Lors d’une visite à La Spezia, le ministre grec de la Défense, Nikos Dendias, a annoncé un plan concret pour que la Marine hellénique prenne en charge jusqu’à quatre frégates italiennes FREMM de la classe Bergamini. Ce projet, formalisé par un Mémorandum de coopération et une Déclaration d’intentions signés avec son homologue italien Guido Crosetto à bord d’une frégate de la marine italienne, prévoit initialement la livraison de deux unités, avec une option pour deux autres.

Dendias a précisé que cette acquisition s’inscrit dans une modernisation plus large incluant également le programme français Belharra. Il a souligné que la Grèce envisage d’équiper ces FREMM du système de missiles sol-air nouvelle génération « ELSA », identique à celui prévu pour les Belharra, une configuration jugée réalisable par l’industrie.

La classe Bergamini offre à la Grèce un navire de combat hauturier, immédiatement opérationnel, doté d’une logistique éprouvée et d’une expérience extensive dans les opérations menées sous l’égide de l’OTAN.
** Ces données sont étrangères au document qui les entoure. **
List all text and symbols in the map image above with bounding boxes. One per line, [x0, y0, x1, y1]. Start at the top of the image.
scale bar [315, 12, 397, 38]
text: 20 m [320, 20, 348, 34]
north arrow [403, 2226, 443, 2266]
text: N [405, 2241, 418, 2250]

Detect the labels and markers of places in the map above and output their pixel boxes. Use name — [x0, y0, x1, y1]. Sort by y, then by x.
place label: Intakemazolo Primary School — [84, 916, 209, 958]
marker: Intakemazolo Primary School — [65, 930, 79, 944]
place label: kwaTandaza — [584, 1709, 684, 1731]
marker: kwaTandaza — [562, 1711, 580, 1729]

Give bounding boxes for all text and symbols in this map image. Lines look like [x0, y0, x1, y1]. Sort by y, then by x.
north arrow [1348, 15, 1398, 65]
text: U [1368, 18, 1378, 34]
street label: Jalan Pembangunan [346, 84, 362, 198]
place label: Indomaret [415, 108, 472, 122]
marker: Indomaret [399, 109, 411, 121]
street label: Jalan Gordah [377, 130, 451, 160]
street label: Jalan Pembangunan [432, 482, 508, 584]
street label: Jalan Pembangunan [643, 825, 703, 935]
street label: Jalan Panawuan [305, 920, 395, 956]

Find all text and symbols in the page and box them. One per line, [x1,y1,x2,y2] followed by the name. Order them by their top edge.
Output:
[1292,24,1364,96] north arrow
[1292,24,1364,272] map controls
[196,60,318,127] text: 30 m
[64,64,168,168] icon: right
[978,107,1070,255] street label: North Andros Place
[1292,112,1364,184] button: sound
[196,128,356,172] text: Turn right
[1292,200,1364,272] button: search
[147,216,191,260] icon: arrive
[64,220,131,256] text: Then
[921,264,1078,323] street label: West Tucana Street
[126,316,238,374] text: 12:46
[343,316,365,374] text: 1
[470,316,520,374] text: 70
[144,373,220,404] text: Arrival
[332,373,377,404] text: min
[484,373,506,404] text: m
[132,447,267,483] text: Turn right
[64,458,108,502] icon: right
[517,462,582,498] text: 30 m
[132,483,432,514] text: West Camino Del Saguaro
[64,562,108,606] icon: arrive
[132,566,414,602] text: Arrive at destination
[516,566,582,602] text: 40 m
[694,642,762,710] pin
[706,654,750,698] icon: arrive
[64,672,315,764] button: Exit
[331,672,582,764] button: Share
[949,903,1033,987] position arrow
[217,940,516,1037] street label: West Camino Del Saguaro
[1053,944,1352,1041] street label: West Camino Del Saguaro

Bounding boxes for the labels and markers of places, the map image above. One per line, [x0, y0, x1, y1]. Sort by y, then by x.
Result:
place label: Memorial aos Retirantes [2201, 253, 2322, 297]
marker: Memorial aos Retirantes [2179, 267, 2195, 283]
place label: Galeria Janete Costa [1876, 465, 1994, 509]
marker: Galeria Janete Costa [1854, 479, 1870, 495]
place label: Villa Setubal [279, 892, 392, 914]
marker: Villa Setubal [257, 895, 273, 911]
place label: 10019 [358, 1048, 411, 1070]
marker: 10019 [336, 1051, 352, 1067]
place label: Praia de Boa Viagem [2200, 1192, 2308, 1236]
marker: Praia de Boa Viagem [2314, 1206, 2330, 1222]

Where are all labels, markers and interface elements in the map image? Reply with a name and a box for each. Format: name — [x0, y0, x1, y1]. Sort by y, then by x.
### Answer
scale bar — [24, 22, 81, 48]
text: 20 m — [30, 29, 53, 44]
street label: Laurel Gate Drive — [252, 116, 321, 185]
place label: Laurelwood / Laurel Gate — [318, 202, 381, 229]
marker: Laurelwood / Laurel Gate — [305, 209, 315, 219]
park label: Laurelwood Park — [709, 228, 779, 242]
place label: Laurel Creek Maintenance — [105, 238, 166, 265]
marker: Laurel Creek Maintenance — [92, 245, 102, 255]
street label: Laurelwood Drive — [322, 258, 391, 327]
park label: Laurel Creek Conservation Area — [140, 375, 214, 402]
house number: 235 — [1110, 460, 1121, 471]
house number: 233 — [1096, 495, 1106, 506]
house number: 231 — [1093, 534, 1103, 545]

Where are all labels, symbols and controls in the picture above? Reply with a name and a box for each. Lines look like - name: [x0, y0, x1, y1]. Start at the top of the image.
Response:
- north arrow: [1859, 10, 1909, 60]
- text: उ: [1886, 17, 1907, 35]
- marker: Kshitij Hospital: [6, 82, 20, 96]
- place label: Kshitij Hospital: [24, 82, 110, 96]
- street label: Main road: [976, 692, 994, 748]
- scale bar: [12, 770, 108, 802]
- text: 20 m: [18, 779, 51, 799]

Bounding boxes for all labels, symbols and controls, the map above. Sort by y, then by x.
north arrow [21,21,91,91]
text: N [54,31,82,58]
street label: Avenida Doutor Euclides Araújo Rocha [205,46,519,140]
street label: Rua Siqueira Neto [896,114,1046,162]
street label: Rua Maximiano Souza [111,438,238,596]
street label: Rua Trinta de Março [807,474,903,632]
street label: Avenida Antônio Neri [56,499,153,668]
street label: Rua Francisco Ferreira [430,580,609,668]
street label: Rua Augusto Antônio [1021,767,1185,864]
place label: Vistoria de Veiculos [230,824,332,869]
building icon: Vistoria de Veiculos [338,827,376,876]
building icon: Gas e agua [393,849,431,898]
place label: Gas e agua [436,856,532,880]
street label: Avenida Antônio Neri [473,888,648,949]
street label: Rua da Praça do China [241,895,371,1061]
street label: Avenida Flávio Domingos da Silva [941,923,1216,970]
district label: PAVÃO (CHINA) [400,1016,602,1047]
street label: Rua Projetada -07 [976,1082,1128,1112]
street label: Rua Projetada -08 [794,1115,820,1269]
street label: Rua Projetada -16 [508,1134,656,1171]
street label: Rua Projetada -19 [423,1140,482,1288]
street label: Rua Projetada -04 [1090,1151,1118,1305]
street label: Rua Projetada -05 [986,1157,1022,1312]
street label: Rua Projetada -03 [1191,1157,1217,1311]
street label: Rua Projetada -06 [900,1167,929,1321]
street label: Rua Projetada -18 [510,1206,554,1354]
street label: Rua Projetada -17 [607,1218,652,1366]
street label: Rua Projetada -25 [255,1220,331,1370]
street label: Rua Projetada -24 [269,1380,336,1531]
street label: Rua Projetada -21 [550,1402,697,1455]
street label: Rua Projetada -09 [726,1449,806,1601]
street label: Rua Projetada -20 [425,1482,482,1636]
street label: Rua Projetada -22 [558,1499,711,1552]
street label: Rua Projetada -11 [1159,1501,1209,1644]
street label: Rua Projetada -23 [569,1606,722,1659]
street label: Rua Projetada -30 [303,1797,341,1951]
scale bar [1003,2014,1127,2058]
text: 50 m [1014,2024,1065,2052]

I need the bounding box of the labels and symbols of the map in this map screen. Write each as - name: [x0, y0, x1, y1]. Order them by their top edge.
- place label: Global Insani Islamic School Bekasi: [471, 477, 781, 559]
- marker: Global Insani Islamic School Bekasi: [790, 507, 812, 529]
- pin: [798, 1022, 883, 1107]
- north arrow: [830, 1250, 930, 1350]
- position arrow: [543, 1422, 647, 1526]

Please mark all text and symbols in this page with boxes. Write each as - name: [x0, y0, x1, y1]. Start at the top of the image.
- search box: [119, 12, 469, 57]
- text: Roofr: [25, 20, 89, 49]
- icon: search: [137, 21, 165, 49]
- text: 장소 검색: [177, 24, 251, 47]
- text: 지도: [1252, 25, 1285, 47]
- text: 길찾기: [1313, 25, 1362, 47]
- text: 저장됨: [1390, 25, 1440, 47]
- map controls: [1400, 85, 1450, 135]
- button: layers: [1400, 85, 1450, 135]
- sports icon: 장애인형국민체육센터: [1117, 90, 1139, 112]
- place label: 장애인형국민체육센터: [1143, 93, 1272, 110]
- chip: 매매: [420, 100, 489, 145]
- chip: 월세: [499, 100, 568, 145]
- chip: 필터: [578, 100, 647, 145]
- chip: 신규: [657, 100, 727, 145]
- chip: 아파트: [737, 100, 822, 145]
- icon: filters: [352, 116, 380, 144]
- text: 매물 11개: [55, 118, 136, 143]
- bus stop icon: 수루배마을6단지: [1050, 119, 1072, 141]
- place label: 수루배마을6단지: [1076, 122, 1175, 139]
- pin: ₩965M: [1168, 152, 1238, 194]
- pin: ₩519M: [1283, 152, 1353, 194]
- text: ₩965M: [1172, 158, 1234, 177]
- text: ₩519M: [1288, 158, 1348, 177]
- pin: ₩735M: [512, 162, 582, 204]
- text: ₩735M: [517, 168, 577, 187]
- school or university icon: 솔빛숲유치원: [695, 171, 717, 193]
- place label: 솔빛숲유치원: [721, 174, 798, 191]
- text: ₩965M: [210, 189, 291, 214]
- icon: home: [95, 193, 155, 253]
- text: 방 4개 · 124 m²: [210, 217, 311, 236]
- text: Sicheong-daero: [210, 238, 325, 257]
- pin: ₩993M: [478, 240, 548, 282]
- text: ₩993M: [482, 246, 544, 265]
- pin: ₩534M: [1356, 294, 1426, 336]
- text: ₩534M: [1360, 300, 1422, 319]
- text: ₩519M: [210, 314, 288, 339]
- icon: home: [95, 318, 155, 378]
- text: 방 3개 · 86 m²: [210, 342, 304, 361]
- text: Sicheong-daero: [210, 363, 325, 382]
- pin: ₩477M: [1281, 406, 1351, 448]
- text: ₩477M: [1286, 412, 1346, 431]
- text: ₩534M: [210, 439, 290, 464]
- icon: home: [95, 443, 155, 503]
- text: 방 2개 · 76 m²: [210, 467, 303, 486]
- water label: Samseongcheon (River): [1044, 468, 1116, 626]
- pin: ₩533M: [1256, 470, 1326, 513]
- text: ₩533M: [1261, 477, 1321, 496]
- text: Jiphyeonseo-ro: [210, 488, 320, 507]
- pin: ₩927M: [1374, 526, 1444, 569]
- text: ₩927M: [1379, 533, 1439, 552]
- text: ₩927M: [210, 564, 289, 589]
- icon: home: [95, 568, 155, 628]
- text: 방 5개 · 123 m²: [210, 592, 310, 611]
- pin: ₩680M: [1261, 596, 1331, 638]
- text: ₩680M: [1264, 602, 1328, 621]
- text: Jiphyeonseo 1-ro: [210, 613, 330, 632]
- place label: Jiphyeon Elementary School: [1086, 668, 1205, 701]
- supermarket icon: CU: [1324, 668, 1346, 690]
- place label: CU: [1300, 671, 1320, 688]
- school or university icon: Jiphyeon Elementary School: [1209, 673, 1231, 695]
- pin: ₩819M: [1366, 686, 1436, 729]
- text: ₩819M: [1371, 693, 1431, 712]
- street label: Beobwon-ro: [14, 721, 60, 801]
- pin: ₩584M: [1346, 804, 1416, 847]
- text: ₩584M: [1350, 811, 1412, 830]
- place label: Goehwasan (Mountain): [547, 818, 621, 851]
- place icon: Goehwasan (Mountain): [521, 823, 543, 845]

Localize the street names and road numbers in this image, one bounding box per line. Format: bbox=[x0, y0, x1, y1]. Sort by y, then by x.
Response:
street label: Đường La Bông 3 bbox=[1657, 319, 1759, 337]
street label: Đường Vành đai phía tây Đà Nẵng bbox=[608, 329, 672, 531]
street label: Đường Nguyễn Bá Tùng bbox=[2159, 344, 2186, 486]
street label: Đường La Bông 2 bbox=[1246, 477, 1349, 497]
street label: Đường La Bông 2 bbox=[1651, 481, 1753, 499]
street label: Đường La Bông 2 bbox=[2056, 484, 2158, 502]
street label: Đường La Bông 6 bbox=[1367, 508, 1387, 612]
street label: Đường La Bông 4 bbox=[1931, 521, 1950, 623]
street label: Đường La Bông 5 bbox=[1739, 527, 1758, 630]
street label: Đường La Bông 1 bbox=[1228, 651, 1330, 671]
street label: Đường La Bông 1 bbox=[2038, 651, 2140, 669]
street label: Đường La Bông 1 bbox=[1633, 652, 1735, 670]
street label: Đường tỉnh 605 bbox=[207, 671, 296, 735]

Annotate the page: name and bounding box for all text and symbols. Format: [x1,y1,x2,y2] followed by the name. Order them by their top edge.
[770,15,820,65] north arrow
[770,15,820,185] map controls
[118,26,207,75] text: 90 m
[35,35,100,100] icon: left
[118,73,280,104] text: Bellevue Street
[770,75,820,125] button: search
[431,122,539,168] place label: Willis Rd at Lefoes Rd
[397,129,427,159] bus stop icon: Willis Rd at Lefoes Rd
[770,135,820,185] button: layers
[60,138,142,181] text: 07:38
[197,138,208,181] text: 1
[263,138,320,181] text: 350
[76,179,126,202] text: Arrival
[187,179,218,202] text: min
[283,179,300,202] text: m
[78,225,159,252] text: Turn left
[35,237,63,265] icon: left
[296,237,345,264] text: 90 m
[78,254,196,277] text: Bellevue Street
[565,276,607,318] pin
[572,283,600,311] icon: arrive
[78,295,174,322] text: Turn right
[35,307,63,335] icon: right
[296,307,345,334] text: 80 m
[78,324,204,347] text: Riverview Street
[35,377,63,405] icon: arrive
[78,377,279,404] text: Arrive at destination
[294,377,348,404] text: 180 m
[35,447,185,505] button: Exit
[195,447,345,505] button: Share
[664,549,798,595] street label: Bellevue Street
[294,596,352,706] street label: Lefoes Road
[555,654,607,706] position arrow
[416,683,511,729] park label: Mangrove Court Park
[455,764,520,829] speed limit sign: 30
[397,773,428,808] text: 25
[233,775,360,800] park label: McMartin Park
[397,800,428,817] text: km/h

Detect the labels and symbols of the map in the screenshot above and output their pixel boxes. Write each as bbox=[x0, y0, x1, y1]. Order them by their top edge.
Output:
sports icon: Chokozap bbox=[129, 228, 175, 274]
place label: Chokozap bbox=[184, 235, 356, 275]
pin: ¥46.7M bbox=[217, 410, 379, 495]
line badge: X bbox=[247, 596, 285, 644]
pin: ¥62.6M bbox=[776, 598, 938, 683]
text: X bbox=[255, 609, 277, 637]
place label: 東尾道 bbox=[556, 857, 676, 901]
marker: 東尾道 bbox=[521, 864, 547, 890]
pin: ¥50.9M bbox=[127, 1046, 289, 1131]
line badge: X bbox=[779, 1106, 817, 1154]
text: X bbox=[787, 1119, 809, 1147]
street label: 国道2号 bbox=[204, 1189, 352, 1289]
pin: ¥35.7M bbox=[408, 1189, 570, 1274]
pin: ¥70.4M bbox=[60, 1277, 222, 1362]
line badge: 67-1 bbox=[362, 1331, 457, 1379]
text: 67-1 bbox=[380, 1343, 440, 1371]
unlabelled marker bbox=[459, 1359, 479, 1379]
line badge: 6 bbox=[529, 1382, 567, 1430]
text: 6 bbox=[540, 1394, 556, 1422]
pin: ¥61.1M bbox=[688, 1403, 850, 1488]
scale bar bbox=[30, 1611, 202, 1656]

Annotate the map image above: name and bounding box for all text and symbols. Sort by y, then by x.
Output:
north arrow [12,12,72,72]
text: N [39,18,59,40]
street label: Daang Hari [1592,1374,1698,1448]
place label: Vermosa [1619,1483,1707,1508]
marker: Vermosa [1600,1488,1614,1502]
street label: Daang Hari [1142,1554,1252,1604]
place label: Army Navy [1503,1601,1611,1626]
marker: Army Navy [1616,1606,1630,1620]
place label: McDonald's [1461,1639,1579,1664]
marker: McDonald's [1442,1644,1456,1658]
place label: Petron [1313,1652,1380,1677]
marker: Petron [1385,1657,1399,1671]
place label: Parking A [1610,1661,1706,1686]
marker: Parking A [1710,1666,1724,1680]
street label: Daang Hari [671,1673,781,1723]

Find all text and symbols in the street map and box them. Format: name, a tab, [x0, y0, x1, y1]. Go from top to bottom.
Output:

Développées dans le cadre du programme multinationale FREMM, ces frégates italiennes mesurent 144 mètres, déplacent environ 6 500 tonnes à pleine charge et disposent d’un système de propulsion CODLAG silencieux. Elles peuvent atteindre environ 27 nœuds et possèdent une autonomie supérieure à 6 000 milles nautiques à vitesse de croisière. Deux variantes coexistent au sein de la marine italienne : une version polyvalente optimisée pour les missions d’attaque et de sécurité maritime, et une autre spécialisée dans la guerre anti-sous-marine (ASM) avec un système acoustique renforcé.

Les deux versions reposent sur un système de combat développé par Leonardo, intégrant un radar multifonction AESA et un système de guerre électronique conçu pour évoluer dans les environnements électromagnétiques saturés du pourtour méditerranéen.

L’armement principal comprend des cellules de lancement vertical équipées de missiles MBDA Aster, sous le système de défense aérienne SAAM ESD, utilisant typiquement les Aster 15 et Aster 30 pour la protection de la zone proche. Les frégates embarquent également huit missiles antinavires Teseo pour le contrôle maritime et l’appui aux frappes terrestres, un canon principal de 127 mm capable de tirer des munitions de précision Vulcano, un canon Super Rapid de 76 mm avec des projectiles guidés Strales pour la défense antiaérienne rapprochée, ainsi que des torpilles MU90 lancées depuis des tubes doubles.

Le dispositif aviation supporte un hélicoptère anti-sous-marin imposant, tel que le NH90 ou l’EH101, avec hangar, sonar plongeant et une capacité conséquente en torpilles. Ce facteur est déterminant pour les opérations grecques dans les points sensibles de la mer Égée et de la Méditerranée orientale.

Pour la Marine grecque, la réception de deux frégates FREMM dotées de missiles antinavires comblera une lacune en matière de couverture aérienne et de maîtrise de la surface, alors que la classe Elli, ancienne génération, vieillit et que la première frégate Belharra entre en service. Le missile Aster 30 offrira une défense aérienne fiable de moyenne portée pour les groupes navals, tandis que le canon de 127 mm permettra un appui-feu naval précis, essentiel dans les contextes insulaires demandant des frappes rapides et à distance.

La variante ASM, dotée d’une signature acoustique réduite, d’un sonar de coque et d’un système remorqué, renforcera les capacités à détecter et à contrer les sous-marins non-OTAN, de plus en plus silencieux, opérant entre la mer Noire et le Levant. Avec un pont d’envol étendu et un système de combat moderne, ces frégates pourront aussi assurer des rôles de navire amiral pour la sécurité maritime, l’application d’embargos et les patrouilles de dissuasion nécessitant des capteurs performants et des espaces de commandement robustes.

Sur le plan politique, cette stratégie « 2+2 » s’inscrit dans le cadre du plan de défense grec évalué à près de 28 milliards d’euros sur la décennie, permettant ainsi une répartition maîtrisée des dépenses et un maintien des capacités opérationnelles dans les délais prévus. Elle complète la décision d’acquérir un quatrième Belharra et de rechercher de nouveaux sous-marins, tout en renforçant la coopération stratégique entre Athènes et Rome, déjà bien engagée en matière de production de défense et de préparation de la flotte.